*** Opening Input for this task ***

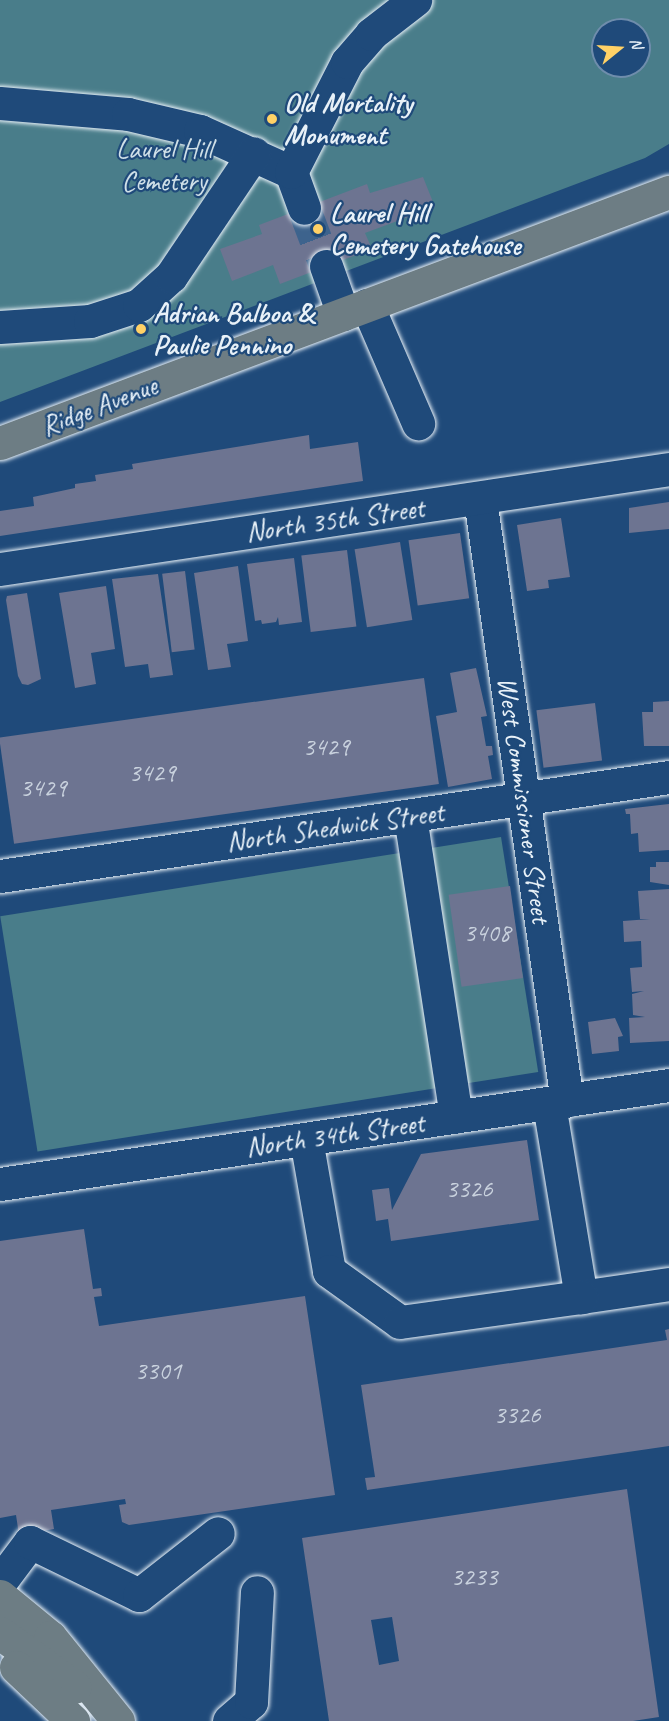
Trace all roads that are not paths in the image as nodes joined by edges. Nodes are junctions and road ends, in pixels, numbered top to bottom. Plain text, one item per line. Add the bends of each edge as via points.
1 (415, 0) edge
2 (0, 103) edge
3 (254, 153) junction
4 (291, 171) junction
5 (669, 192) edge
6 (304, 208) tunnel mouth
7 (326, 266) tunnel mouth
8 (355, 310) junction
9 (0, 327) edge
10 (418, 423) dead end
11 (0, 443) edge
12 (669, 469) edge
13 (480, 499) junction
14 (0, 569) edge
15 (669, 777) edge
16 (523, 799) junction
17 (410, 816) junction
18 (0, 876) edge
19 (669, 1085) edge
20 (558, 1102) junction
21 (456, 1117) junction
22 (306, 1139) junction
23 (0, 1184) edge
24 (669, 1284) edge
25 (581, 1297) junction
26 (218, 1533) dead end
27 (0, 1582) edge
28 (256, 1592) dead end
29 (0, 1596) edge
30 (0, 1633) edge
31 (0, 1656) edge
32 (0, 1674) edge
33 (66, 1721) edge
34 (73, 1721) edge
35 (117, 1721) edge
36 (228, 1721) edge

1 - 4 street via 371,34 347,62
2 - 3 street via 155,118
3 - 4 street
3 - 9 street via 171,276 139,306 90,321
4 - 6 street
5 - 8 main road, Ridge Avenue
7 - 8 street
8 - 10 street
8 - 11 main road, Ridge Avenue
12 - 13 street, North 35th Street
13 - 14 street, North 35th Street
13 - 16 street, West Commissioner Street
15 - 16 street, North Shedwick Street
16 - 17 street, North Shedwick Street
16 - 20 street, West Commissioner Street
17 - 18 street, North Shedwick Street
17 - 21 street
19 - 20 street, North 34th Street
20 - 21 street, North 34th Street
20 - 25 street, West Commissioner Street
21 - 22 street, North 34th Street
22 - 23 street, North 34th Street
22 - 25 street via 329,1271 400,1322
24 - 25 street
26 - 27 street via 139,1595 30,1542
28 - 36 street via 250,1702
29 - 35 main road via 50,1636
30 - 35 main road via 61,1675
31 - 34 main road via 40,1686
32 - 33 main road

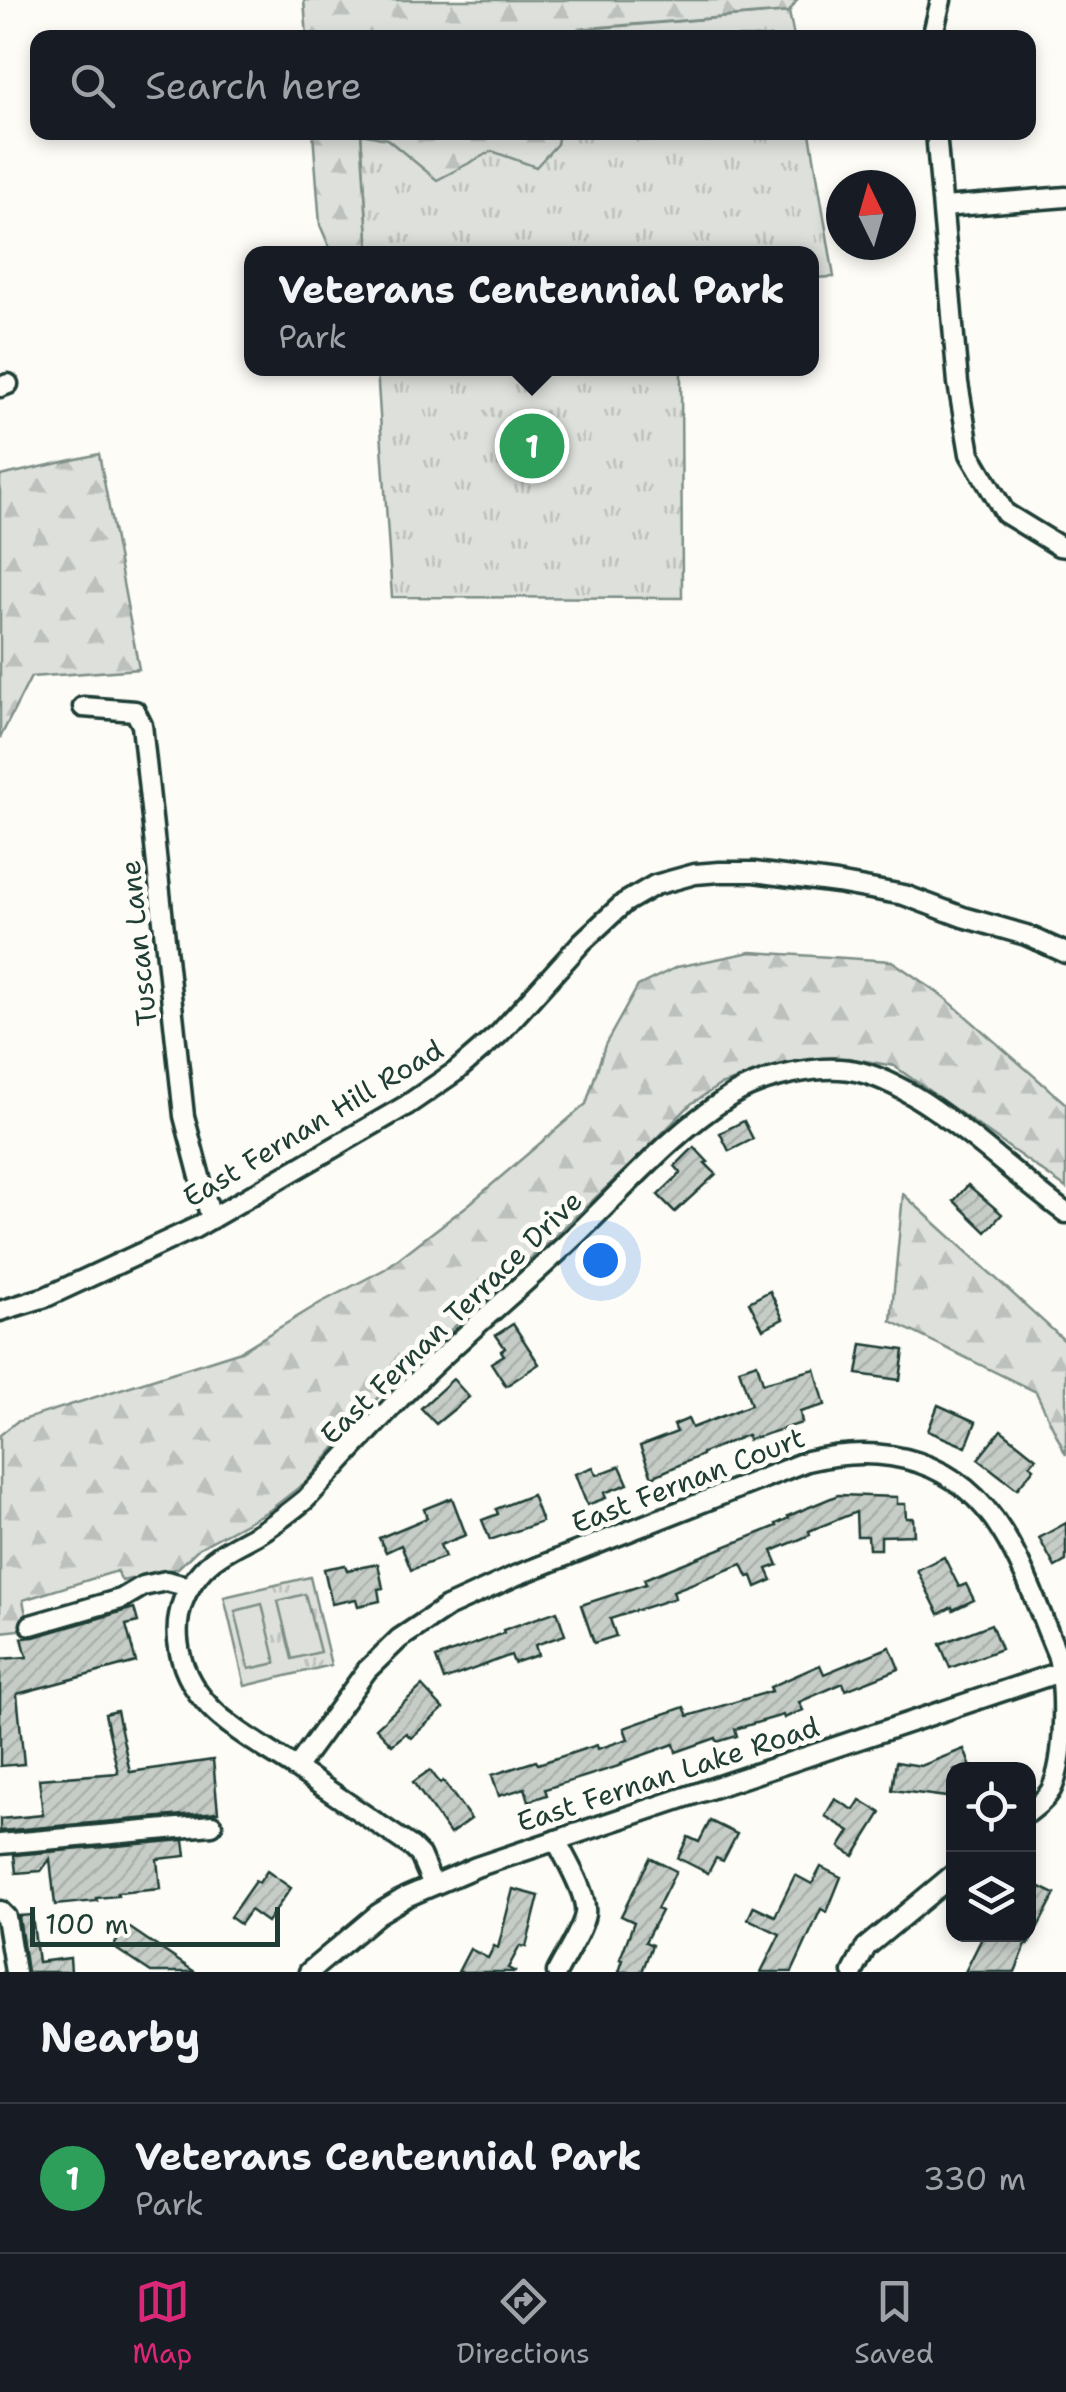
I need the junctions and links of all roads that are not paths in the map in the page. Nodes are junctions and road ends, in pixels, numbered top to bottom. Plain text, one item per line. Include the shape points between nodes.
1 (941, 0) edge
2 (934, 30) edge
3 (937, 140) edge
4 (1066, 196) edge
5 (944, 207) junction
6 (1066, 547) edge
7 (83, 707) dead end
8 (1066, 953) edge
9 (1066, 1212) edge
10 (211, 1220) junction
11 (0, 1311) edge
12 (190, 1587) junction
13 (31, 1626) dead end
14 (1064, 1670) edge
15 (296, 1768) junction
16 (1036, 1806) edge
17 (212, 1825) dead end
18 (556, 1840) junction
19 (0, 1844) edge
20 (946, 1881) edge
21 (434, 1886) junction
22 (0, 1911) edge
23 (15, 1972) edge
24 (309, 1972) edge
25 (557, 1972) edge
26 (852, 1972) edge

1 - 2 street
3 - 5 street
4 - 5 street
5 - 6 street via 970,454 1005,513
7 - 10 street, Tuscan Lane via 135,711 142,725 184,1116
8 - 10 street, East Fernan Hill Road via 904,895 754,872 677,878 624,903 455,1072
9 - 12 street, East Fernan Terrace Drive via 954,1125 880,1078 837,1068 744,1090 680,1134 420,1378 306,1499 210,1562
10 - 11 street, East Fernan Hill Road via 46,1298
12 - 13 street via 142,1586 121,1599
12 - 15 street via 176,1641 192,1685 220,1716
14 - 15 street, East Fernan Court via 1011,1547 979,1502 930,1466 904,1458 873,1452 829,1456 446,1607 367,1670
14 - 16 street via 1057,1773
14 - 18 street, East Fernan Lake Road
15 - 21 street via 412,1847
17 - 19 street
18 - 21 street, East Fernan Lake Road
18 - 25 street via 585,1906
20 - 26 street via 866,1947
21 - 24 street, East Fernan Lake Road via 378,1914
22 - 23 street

*** Closing Input for this task ***

> Exercise details:
Set down the entries again without change. Leave the pictures out.

> Task solution:
Trace all roads that are not paths in the image as nodes joined by edges. Nodes are junctions and road ends, in pixels, numbered top to bottom. Plain text, one item per line. Add the bends of each edge as via points.
1 (415, 0) edge
2 (0, 103) edge
3 (254, 153) junction
4 (291, 171) junction
5 (669, 192) edge
6 (304, 208) tunnel mouth
7 (326, 266) tunnel mouth
8 (355, 310) junction
9 (0, 327) edge
10 (418, 423) dead end
11 (0, 443) edge
12 (669, 469) edge
13 (480, 499) junction
14 (0, 569) edge
15 (669, 777) edge
16 (523, 799) junction
17 (410, 816) junction
18 (0, 876) edge
19 (669, 1085) edge
20 (558, 1102) junction
21 (456, 1117) junction
22 (306, 1139) junction
23 (0, 1184) edge
24 (669, 1284) edge
25 (581, 1297) junction
26 (218, 1533) dead end
27 (0, 1582) edge
28 (256, 1592) dead end
29 (0, 1596) edge
30 (0, 1633) edge
31 (0, 1656) edge
32 (0, 1674) edge
33 (66, 1721) edge
34 (73, 1721) edge
35 (117, 1721) edge
36 (228, 1721) edge

1 - 4 street via 371,34 347,62
2 - 3 street via 155,118
3 - 4 street
3 - 9 street via 171,276 139,306 90,321
4 - 6 street
5 - 8 main road, Ridge Avenue
7 - 8 street
8 - 10 street
8 - 11 main road, Ridge Avenue
12 - 13 street, North 35th Street
13 - 14 street, North 35th Street
13 - 16 street, West Commissioner Street
15 - 16 street, North Shedwick Street
16 - 17 street, North Shedwick Street
16 - 20 street, West Commissioner Street
17 - 18 street, North Shedwick Street
17 - 21 street
19 - 20 street, North 34th Street
20 - 21 street, North 34th Street
20 - 25 street, West Commissioner Street
21 - 22 street, North 34th Street
22 - 23 street, North 34th Street
22 - 25 street via 329,1271 400,1322
24 - 25 street
26 - 27 street via 139,1595 30,1542
28 - 36 street via 250,1702
29 - 35 main road via 50,1636
30 - 35 main road via 61,1675
31 - 34 main road via 40,1686
32 - 33 main road

I need the junctions and links of all roads that are not paths in the map in the page. Nodes are junctions and road ends, in pixels, numbered top to bottom. Plain text, one item per line. Include the shape points between nodes.
1 (941, 0) edge
2 (934, 30) edge
3 (937, 140) edge
4 (1066, 196) edge
5 (944, 207) junction
6 (1066, 547) edge
7 (83, 707) dead end
8 (1066, 953) edge
9 (1066, 1212) edge
10 (211, 1220) junction
11 (0, 1311) edge
12 (190, 1587) junction
13 (31, 1626) dead end
14 (1064, 1670) edge
15 (296, 1768) junction
16 (1036, 1806) edge
17 (212, 1825) dead end
18 (556, 1840) junction
19 (0, 1844) edge
20 (946, 1881) edge
21 (434, 1886) junction
22 (0, 1911) edge
23 (15, 1972) edge
24 (309, 1972) edge
25 (557, 1972) edge
26 (852, 1972) edge

1 - 2 street
3 - 5 street
4 - 5 street
5 - 6 street via 970,454 1005,513
7 - 10 street, Tuscan Lane via 135,711 142,725 184,1116
8 - 10 street, East Fernan Hill Road via 904,895 754,872 677,878 624,903 455,1072
9 - 12 street, East Fernan Terrace Drive via 954,1125 880,1078 837,1068 744,1090 680,1134 420,1378 306,1499 210,1562
10 - 11 street, East Fernan Hill Road via 46,1298
12 - 13 street via 142,1586 121,1599
12 - 15 street via 176,1641 192,1685 220,1716
14 - 15 street, East Fernan Court via 1011,1547 979,1502 930,1466 904,1458 873,1452 829,1456 446,1607 367,1670
14 - 16 street via 1057,1773
14 - 18 street, East Fernan Lake Road
15 - 21 street via 412,1847
17 - 19 street
18 - 21 street, East Fernan Lake Road
18 - 25 street via 585,1906
20 - 26 street via 866,1947
21 - 24 street, East Fernan Lake Road via 378,1914
22 - 23 street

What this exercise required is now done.